Additionally, EHRs are a critical foundation upon which all types of remote care can be implemented, whether it’s electronic intensive care units where doctors and RNs are watching patients 100 miles away via video cameras, video conference medical examinations, or virtual diabetes management clinics where patients use home sensor devices to transmit data and vitals to the computer system. EHRs not only enable healthcare corporations to shift care out of the hospital, but ultimately remove people – face-to-face contact – from healthcare. 

“Care tools will be on site in many people’s homes,” reads a 2012 slideshow presentation titled “Kaiser Permanente’s Healthcare IT Journey” by the company’s then-CEO, George Halvorson. “Some...technology for in-home care two years from now will be as good or better than actual hospital inpatient technology was five years ago. In-home monitoring, EKGs, ultrasounds, video conferences, blood and fluid diagnostic and testing tools will be increasingly sophisticated, effective, and cheap.”

What’s missing from this picture? That’s right, you.

And, by the way, the federal stimulus package passed in 2009 incentivizes the adoption of electronic health record systems – what is often termed “meaningful use” – through subsidies and penalties. It included massive incentive payments, about $30 billion, for hospitals that can demonstrate that their electronic health record systems work with computerized physician order entry (CPOE) and clinical decision support systems. Beginning in 2015, some hospitals may face reduced Medicare reimbursements for failure to adopt EHRs.

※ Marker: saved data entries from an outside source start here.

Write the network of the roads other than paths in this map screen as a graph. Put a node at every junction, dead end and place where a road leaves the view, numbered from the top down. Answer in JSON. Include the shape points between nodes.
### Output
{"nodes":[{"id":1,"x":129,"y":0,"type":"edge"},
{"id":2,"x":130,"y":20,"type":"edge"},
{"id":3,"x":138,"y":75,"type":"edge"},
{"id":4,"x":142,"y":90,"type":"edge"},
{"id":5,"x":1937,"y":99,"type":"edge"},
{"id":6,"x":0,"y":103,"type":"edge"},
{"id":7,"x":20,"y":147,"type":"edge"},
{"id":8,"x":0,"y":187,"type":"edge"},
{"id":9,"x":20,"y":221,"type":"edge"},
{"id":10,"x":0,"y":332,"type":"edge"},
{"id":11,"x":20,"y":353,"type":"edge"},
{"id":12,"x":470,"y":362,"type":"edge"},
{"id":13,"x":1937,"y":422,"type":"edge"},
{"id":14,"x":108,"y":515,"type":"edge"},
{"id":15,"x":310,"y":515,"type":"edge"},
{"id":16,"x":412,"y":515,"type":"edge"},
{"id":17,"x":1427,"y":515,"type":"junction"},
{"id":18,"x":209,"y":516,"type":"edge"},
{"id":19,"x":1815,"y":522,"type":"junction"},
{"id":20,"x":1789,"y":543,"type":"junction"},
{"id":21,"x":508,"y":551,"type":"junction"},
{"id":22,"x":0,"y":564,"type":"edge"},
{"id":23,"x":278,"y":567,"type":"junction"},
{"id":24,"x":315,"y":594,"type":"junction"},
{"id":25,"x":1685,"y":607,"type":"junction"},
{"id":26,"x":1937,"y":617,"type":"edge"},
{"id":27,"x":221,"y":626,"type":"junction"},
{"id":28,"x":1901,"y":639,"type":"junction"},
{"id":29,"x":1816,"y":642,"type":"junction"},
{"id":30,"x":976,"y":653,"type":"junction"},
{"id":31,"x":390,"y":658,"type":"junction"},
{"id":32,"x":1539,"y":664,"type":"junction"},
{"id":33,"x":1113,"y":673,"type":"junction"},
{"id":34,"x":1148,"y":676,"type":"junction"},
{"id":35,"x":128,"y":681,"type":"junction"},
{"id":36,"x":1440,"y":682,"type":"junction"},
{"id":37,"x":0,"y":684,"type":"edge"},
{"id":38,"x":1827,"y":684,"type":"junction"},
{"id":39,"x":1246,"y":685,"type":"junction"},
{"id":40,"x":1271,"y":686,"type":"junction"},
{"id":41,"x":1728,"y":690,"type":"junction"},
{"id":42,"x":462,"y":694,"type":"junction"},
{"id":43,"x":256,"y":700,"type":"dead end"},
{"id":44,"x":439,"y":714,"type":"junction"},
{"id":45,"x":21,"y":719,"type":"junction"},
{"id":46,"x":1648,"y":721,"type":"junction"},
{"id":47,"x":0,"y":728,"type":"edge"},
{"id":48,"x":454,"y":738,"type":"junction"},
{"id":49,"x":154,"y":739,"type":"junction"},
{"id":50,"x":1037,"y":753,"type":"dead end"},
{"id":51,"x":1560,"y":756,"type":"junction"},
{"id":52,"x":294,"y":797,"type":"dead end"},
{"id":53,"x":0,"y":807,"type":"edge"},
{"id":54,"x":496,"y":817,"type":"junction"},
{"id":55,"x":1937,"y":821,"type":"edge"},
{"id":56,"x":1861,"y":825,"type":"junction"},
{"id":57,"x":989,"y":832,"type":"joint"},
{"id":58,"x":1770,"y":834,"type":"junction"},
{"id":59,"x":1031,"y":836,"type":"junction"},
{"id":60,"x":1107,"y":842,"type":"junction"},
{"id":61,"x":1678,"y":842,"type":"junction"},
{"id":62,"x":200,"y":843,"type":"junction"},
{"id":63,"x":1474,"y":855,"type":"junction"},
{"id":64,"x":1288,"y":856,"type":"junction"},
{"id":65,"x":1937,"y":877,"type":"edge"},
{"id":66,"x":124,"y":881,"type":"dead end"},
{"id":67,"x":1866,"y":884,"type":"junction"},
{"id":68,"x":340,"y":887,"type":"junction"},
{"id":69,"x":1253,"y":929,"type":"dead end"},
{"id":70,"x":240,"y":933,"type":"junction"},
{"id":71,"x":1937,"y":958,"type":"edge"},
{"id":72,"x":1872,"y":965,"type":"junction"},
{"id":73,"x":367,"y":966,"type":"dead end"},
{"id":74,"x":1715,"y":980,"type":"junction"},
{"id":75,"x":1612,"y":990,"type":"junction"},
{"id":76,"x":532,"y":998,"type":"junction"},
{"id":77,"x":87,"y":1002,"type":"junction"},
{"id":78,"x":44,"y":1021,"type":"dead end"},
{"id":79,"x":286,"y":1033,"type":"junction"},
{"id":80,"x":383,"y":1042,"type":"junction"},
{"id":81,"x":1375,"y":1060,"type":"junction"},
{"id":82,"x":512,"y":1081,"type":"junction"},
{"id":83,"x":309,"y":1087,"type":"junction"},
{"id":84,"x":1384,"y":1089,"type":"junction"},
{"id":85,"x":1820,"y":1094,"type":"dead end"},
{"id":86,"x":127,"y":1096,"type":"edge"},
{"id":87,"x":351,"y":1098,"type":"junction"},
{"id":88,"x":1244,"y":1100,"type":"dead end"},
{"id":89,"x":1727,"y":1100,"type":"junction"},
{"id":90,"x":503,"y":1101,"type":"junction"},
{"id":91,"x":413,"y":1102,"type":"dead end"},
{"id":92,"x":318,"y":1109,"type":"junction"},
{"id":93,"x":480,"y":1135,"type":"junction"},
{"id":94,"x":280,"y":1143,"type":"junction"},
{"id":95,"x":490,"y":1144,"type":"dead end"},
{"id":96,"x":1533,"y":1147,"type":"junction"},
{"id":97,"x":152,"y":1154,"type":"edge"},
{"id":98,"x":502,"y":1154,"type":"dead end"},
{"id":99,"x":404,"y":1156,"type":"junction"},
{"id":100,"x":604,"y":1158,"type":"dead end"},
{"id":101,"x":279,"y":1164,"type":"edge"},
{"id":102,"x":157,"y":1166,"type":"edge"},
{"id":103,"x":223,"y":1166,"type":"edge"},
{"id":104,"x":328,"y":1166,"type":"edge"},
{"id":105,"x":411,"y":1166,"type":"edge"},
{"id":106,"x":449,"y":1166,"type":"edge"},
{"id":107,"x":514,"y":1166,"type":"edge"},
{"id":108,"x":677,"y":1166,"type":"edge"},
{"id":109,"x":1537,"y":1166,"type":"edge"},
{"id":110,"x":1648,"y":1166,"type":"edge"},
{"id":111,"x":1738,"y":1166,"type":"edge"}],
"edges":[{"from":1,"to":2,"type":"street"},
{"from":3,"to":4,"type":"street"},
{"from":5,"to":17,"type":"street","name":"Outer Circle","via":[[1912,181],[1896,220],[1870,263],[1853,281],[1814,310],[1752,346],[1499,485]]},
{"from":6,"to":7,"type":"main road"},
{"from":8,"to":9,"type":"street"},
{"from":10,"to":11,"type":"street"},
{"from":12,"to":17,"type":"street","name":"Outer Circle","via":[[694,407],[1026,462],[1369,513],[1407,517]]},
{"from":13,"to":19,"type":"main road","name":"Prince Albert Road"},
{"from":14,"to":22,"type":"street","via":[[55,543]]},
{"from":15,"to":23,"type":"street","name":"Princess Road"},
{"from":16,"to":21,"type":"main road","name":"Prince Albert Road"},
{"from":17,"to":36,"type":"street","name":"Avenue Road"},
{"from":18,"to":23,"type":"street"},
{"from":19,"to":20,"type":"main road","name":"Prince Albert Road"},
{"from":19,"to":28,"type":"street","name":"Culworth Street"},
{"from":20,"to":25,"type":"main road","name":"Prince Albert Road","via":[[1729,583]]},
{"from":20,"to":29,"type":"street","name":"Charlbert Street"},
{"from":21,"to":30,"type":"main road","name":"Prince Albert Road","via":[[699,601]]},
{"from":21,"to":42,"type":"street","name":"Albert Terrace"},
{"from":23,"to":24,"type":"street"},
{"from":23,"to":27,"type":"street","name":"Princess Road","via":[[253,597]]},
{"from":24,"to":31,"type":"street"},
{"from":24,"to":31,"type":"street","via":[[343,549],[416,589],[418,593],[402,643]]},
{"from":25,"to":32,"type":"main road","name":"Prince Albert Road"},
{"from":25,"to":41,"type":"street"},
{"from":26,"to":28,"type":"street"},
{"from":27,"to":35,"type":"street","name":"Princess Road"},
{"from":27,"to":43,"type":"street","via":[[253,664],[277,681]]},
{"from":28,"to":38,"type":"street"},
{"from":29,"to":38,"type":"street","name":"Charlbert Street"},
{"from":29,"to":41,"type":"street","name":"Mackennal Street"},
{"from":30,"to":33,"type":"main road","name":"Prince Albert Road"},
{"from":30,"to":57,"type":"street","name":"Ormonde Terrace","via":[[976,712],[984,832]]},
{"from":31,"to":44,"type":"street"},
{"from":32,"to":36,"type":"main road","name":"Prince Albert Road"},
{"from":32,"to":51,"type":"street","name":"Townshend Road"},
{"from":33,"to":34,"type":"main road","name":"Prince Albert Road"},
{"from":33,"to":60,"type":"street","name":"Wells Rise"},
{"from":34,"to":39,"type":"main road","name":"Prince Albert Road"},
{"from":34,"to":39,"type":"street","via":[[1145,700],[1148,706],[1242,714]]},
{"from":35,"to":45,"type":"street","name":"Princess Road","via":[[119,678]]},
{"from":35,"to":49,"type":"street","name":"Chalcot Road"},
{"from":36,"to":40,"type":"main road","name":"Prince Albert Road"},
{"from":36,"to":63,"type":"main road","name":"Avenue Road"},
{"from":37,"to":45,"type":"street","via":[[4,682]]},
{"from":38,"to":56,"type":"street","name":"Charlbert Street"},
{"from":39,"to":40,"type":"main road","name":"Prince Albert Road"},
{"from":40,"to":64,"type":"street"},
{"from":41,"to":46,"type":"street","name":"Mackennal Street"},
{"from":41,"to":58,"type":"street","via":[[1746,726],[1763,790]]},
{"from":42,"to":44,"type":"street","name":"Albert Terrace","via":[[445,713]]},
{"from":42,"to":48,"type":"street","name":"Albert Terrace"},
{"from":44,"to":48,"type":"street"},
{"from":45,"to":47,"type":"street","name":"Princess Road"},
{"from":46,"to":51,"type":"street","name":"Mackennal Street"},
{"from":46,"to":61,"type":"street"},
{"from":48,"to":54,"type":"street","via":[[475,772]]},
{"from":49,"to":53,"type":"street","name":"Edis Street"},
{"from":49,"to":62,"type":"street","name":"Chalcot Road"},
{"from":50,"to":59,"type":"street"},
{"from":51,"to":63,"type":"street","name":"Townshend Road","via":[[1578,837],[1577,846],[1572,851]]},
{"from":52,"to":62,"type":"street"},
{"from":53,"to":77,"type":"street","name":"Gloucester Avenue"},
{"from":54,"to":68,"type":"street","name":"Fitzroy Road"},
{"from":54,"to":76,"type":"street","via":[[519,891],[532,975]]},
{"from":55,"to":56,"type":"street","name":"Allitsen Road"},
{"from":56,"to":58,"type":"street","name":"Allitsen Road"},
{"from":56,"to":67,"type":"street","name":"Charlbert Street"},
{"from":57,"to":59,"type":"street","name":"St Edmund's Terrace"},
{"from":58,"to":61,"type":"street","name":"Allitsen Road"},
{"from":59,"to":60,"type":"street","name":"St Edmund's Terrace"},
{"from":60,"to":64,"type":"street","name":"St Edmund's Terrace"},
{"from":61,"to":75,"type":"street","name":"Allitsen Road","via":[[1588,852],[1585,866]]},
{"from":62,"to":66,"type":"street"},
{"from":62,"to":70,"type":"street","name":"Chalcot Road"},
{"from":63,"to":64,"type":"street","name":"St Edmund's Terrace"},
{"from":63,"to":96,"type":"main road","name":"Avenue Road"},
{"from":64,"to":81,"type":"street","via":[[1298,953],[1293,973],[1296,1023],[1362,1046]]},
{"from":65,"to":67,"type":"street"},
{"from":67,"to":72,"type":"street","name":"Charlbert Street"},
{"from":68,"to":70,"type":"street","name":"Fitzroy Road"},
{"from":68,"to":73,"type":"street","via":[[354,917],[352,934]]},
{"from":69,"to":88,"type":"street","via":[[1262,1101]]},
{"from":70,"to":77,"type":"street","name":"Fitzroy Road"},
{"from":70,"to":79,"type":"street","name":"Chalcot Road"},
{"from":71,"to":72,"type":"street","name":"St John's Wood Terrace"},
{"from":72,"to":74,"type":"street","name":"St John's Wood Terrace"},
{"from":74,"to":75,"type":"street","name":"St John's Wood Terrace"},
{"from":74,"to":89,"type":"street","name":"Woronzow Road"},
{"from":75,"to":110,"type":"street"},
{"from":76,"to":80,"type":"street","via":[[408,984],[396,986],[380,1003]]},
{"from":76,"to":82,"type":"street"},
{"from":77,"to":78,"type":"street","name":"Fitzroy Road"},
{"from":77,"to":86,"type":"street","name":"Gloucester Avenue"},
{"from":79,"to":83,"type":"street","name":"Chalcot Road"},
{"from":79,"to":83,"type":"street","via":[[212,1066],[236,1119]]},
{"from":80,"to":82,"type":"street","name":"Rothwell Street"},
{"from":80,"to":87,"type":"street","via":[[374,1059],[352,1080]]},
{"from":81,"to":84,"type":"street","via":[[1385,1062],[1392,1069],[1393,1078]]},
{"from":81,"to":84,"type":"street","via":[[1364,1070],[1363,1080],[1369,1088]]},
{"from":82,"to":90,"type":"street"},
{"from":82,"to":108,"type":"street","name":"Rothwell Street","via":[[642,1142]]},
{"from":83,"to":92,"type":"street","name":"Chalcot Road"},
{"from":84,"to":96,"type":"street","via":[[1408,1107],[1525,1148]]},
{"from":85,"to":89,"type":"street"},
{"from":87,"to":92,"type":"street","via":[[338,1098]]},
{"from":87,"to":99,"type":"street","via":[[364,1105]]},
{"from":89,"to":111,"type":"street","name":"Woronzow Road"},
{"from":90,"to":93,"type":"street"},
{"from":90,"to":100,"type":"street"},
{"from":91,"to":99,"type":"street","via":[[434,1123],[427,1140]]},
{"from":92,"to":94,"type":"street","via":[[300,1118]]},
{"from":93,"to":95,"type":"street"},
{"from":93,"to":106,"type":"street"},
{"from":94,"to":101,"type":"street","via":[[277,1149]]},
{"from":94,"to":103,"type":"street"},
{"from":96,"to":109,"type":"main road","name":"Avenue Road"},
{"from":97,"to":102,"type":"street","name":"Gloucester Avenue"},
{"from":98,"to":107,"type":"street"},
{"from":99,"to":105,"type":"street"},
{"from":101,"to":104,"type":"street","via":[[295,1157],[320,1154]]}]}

5. Hospitals are turning into insurance companies AND doctors’ groups

Instead of eliminating the root cause of our outrageous healthcare costs, the profit motive, the Affordable Care Act operates from the assumption that costs can be brought down if only hospitals, doctors, and insurance companies better coordinated and cooperated with one another over care and reimbursements. The ACA promotes the creation of accountable care organizations, which are essentially “integrated” healthcare systems like Kaiser Permanente, where the hospital not only owns and runs the hospital, but acts as the insurance company as well as hires and pays the doctors. If an accountable care organization meets certain so-called quality standards such as patient satisfaction and saves money at the same time, it is allowed to keep a share of those savings.

RNs are concerned that this type of power dynamic incentivizes these ACOs to deny care, since they will be able to pocket more of the insurance premiums as well as control what physicians and nurses can and cannot provide as treatment. “Absolutely there’s a conflict of interest,” said Jean Ross, RN and a member of the NNU Council of Presidents. “Independent judgment, I think, is quashed.”

If Kaiser is the model, we should all be very, very worried, say RNs. Kaiser has advanced further in all of the trends than most employers. Currently, nurses who work for Kaiser are fighting what they see as a deliberate push by the healthcare giant to keep patients who need hospital care out of the hospital by discharging patients early or sending patients to clinics staffed mostly with medical assistants or simply just home. It then claims that because of reduced hospital census, it needs to lay off registered nurses and cuts remaining staff to the bone. According to a January 2013 Los Angeles Times article, Kaiser has captured 40 percent of California’s health insurance market, and nearly one out of every five Californians is a Kaiser member, according to Kaiser membership and state population figures.

“Currently, the Kaiser model of care is becoming one of denying care,” said Katy Roemer, an RN nurse rep leader in the Kaiser system. “That way they can pocket more of the premiums. When you subject healthcare to the business model, this is where you’re going to end up. As nurses, we’re here to take care of patients. Anything that gets in the way of us being able to take care of our patients, we are going to fight.”